Posted 01 September 2010 - 05:01 AM
Most auto supply stores have a selection of springs.
Posted 01 September 2010 - 05:14 AM
Don't mention 'Spring' Ben, it's finally arrived here, it's show time, 8 months of 'fishing frustration' ahead FOR US - all those new lures I was going to make will have to wait until next winter.
Posted 01 September 2010 - 08:31 AM
The rotisserie came with the forks to hold the meat on the spit. What I did was bend them back so you can slide the springs on and off. The springs I got at Lowes. I got several sizes and the longer ones can be cut in half. The nice part about the turner is the spit forks can be adjusted for different size bait and spring combos. You will need to build the frame to mount it on out of scrap wood.
Posted 01 September 2010 - 11:14 AM
If you plan on being on your feet a lot invest in some padded flooring.
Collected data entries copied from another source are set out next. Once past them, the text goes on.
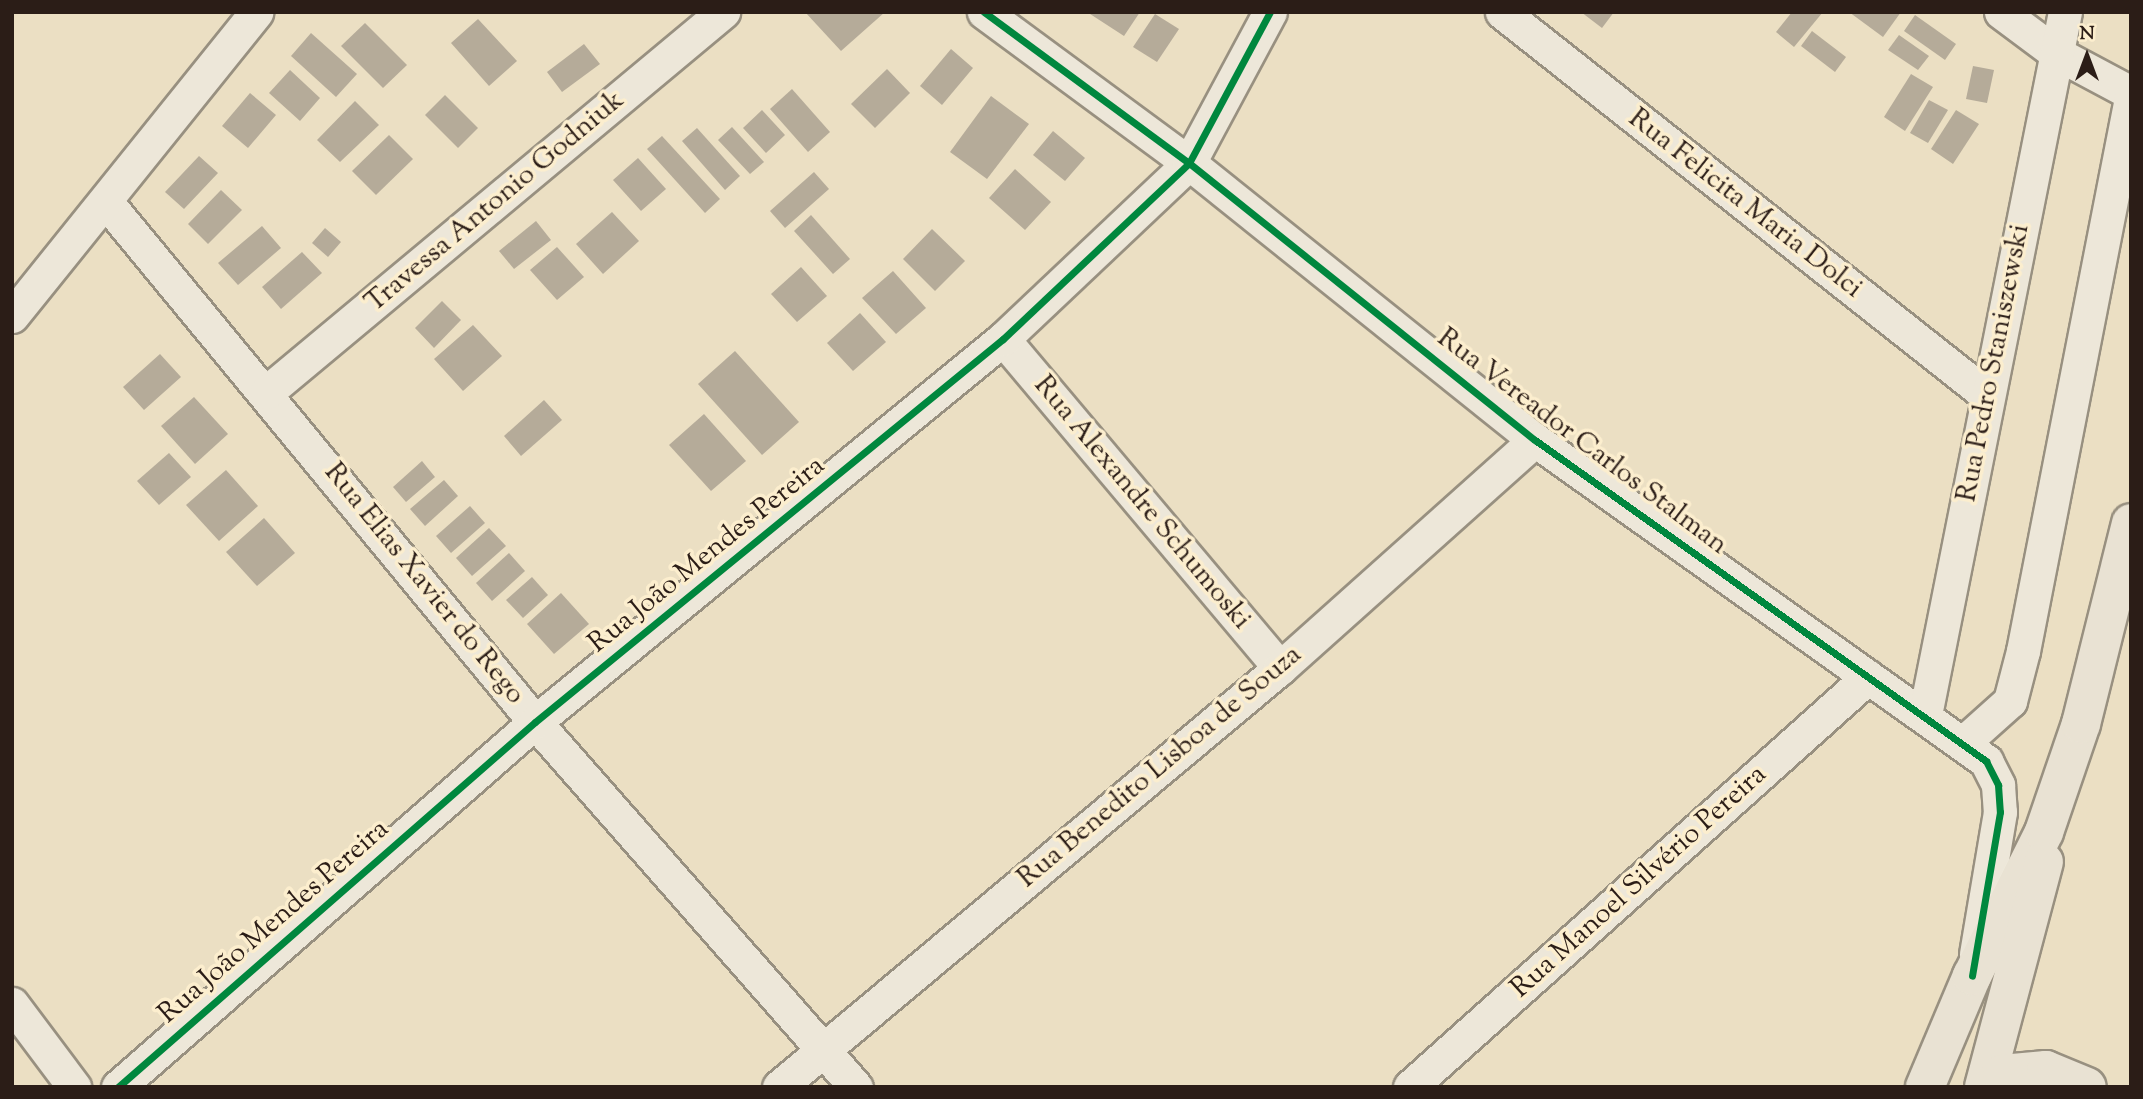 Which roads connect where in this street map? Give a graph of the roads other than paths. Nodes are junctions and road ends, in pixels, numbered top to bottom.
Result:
1 (256, 12) edge
2 (723, 12) edge
3 (984, 12) edge
4 (1270, 12) edge
5 (1502, 12) edge
6 (2001, 12) edge
7 (2065, 12) edge
8 (2056, 53) junction
9 (2131, 96) edge
10 (1189, 163) junction
11 (107, 203) junction
12 (12, 316) edge
13 (1003, 339) junction
14 (267, 392) junction
15 (1987, 396) junction
16 (1535, 439) junction
17 (2129, 535) edge
18 (1280, 668) junction
19 (1868, 677) junction
20 (1925, 715) junction
21 (535, 722) junction
22 (1964, 743) junction
23 (2044, 832) junction
24 (1972, 976) junction
25 (12, 1004) edge
26 (824, 1049) junction
27 (74, 1087) edge
28 (117, 1087) edge
29 (779, 1087) edge
30 (856, 1087) edge
31 (1410, 1087) edge
32 (1925, 1087) edge
33 (1984, 1087) edge
34 (1991, 1087) edge
35 (2087, 1087) edge

1 - 11 street
2 - 14 street, Travessa Antonio Godniuk
3 - 10 street, Rua Vereador Carlos Stalman
4 - 10 street, Rua João Mendes Pereira
5 - 15 street, Rua Felicita Maria Dolci
6 - 8 street
7 - 8 street, Rua Pedro Staniszewski
8 - 9 street
8 - 15 street, Rua Pedro Staniszewski
9 - 22 street
10 - 13 street, Rua João Mendes Pereira
10 - 16 street, Rua Vereador Carlos Stalman
11 - 12 street
11 - 14 street, Rua Elias Xavier do Rego
13 - 18 street, Rua Alexandre Schumoski
13 - 21 street, Rua João Mendes Pereira
14 - 21 street, Rua Elias Xavier do Rego
15 - 20 street, Rua Pedro Staniszewski
16 - 18 street, Rua Benedito Lisboa de Souza
16 - 19 street, Rua Vereador Carlos Stalman
17 - 23 main road
18 - 26 street, Rua Benedito Lisboa de Souza
19 - 20 street, Rua Vereador Carlos Stalman
19 - 31 street, Rua Manoel Silvério Pereira
20 - 22 street, Rua Vereador Carlos Stalman
21 - 26 street, Rua Elias Xavier do Rego
21 - 28 street, Rua João Mendes Pereira
22 - 24 street, Rua Vereador Carlos Stalman
23 - 24 main road
23 - 33 main road
24 - 32 main road
25 - 27 street
26 - 29 street, Rua Benedito Lisboa de Souza
26 - 30 street, Rua Elias Xavier do Rego
34 - 35 main road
If you plan on making jigs and are going to use powder paint get a heat gun. If you have a Harbor Freight store nearby you can offset a lot of cost from buying there because their prices are pretty good, plus there are coupons for harbor freight online as well as in some of the fishing mags we All buy. Outdoor life, F/S, Bass etc. Vodkaman has a little caption that serves true for most of us. I have spent a ton of ducketts just because i lost a few lures to some HUGE fish. I have never lost any lures to trees, rocks..birds or the occasional jet skier...just fish. (note optimist)
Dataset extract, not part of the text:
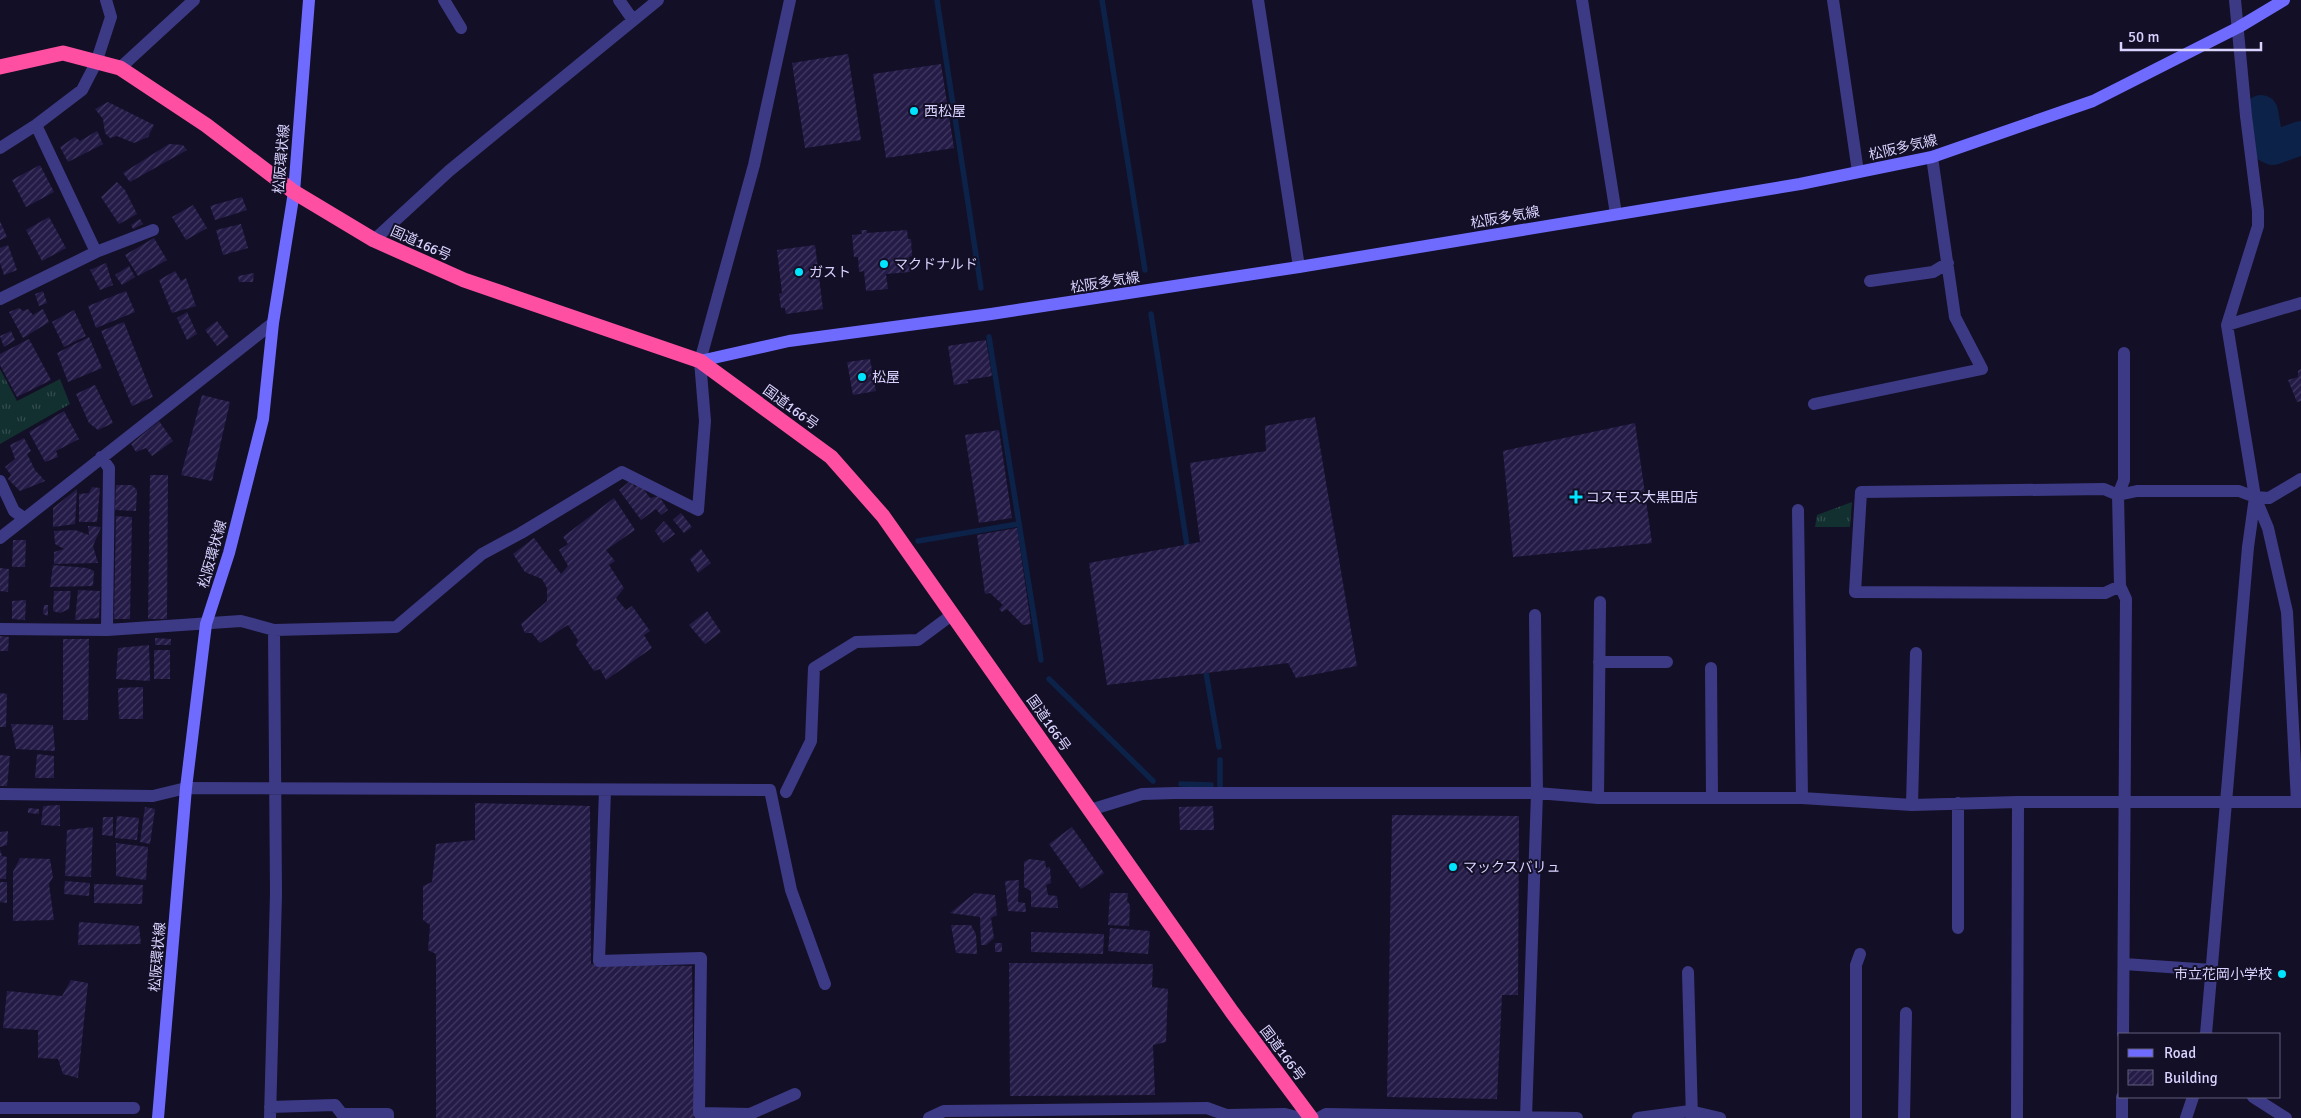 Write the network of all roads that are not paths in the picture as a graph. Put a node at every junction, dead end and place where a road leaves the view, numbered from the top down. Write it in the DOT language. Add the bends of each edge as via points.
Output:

You will figure out what you will need plus you will come up with some stuff no one here has come up with. And when you do post them here so we can steal your ideas. Also You need posters on your walls of scantily clad women and music. The music is to drown out the wife or girlfriend while they have do lists for you. Because making baits is more important. Oh yeah and no cooler with alcohol in it....not yet. Wait till you get used to the other flamable stuff you will be dealing with first before getting shnockered while making a lure. Thats just me and my preferences. Have fun
Posted 01 September 2010 - 11:28 AM
This is my mess. Its not Hazmails bomb making outfit down unduh but its my man cave
Posted 01 September 2010 - 11:46 AM
Hey Pete. I keep forgetting that our seasons are completely opposite. We probably won't be seeing as much of you once the fish start biting. Good luck and catch a big one for me.